I'll make note that mounting a share on a Windows server to a Linux desktop seems to often result in the share mount dying - it's kind of messy without using automount, and I've not personally used automount much.
I can't speak for kerebos auth itself, as I'm not too familiar with that element...
Other than that, though, it should be relatively trivial to set automount up to mount a samba share using credentials provided by OpenLDAP or what have you. As you can mount SMB shares via fstab, it's not really an issue to jump up one step and use automount. I am, of course, assuming you'll be making a single "desktop deployment" image and not doing the antiquated thing and manually configuring each machine - that would be just dumb.
2) A Linux server distribution with OpenLDAP + Samba + Kerberos set up, out of the box, so that all you'd have to do would be populate the OpenLDAP server with username/password combinations.
There's nothing that does this which I'm aware of.
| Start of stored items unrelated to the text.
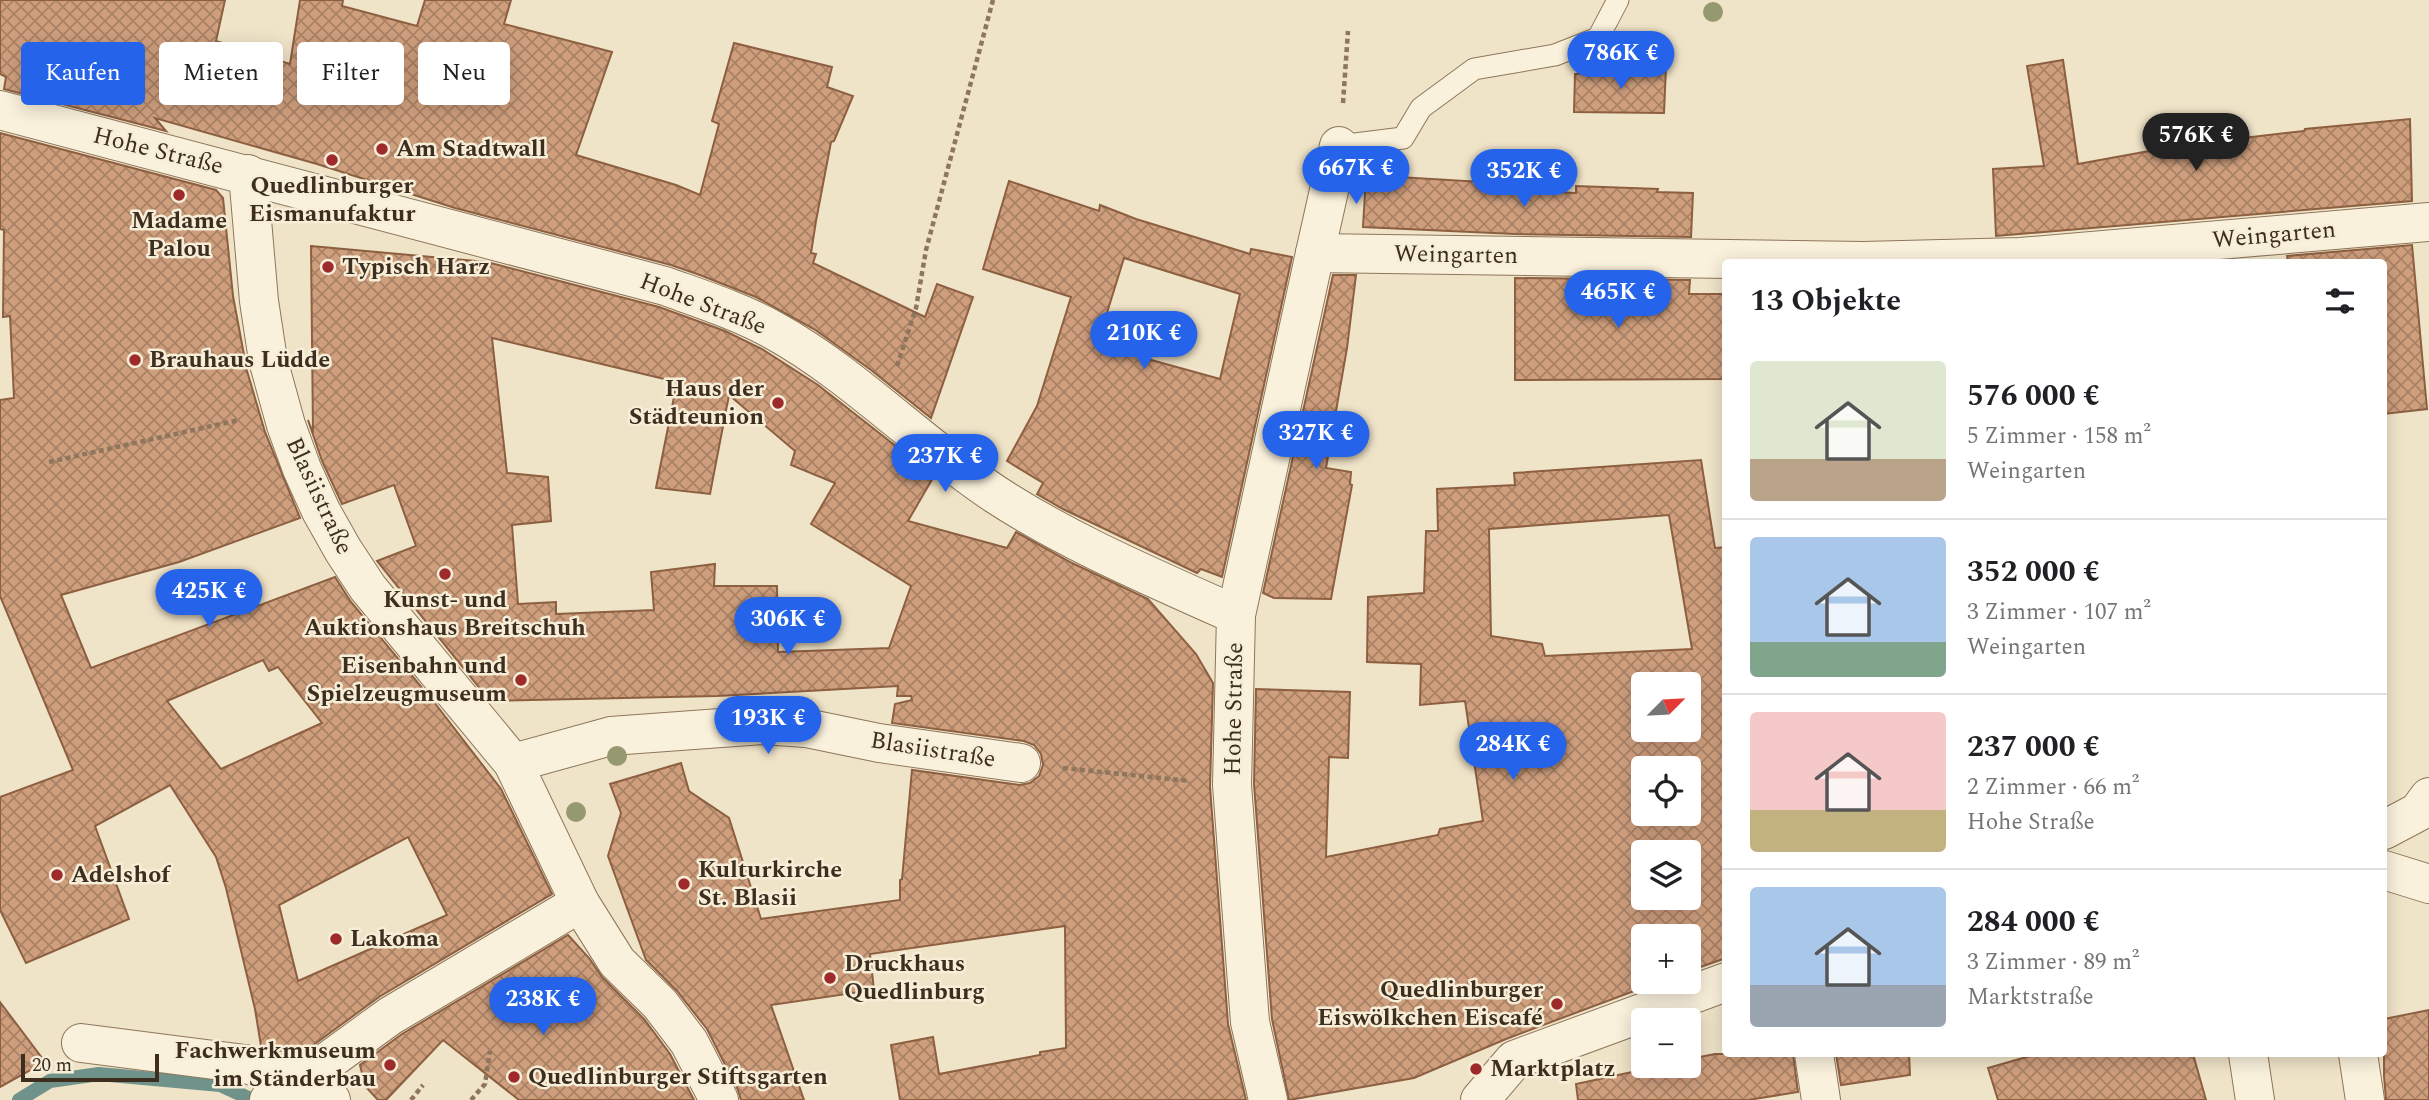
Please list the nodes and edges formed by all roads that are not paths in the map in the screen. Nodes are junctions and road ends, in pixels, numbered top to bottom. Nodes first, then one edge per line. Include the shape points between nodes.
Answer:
1 (1618, 0) edge
2 (0, 110) edge
3 (1339, 146) joint
4 (248, 174) junction
5 (2429, 222) edge
6 (1315, 253) junction
7 (1726, 259) edge
8 (1942, 259) edge
9 (1236, 615) junction
10 (513, 763) junction
11 (1021, 763) road end
12 (2429, 797) edge
13 (2387, 828) edge
14 (2387, 871) edge
15 (2429, 884) edge
16 (580, 903) junction
17 (1722, 983) edge
18 (81, 1043) dead end
19 (1814, 1057) edge
20 (2248, 1057) edge
21 (2358, 1057) edge
22 (297, 1092) edge
23 (719, 1100) edge
24 (1268, 1100) edge
25 (1480, 1100) edge
26 (1821, 1100) edge
27 (2255, 1100) edge
28 (2365, 1100) edge

1 - 3 lane via 1598,38 1555,55 1474,69 1421,108 1403,138
2 - 4 street, Hohe Straße
3 - 6 street
4 - 9 street, Hohe Straße via 665,286 723,307 811,354 993,493 1076,542
4 - 10 street, Blasiistraße via 268,360 302,469 343,551 368,588
5 - 8 street, Weingarten via 2020,257
6 - 7 street, Weingarten
6 - 9 street
9 - 24 street, Hohe Straße via 1232,785 1250,1022
10 - 11 street, Blasiistraße via 611,736 762,725
10 - 16 street, Blasiistraße
12 - 13 street via 2418,812
14 - 15 street
16 - 22 street via 390,1016
16 - 23 street, Blasiistraße via 617,962 660,1004 689,1042
17 - 25 street via 1514,1060
18 - 22 street via 245,1064
19 - 26 street
20 - 27 street
21 - 28 street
That's why a company should hire competent people; maybe that's partially why no distro has done it - it's hard, and the distro people don't want to piss off the competent admins by making their skillset "outdated". But that's just a guess.
Another guess is that it's simply not a widely deployed combination. The organization I work for now has (only) several thousand NetPCs deployed in the field, and it's just an NT4 domain login with LDAP on the backend. Groupwise is used on the client side to tie into LDAP directly.
~/ssh slashdot.org ssh: connect to host slashdot.org port 22: too many beers
err. And how is this different to SMB? You might like to hear what Andrew Tridgell (the original Samba author) has to say about this. I quote from an article he wrote for Groklaw (http://www.groklaw.net/article.php?story=20050205 010415933&query=Samba)
"The protocol that Samba implements was first invented by Barry Feigenbaum at IBM in early 1983. He initially called it the "BAF" protocol after his initials, but changed the name to "SMB" before the first official release. You may note that the name "Samba" contains the letters "SMB", and that is not a coincidence.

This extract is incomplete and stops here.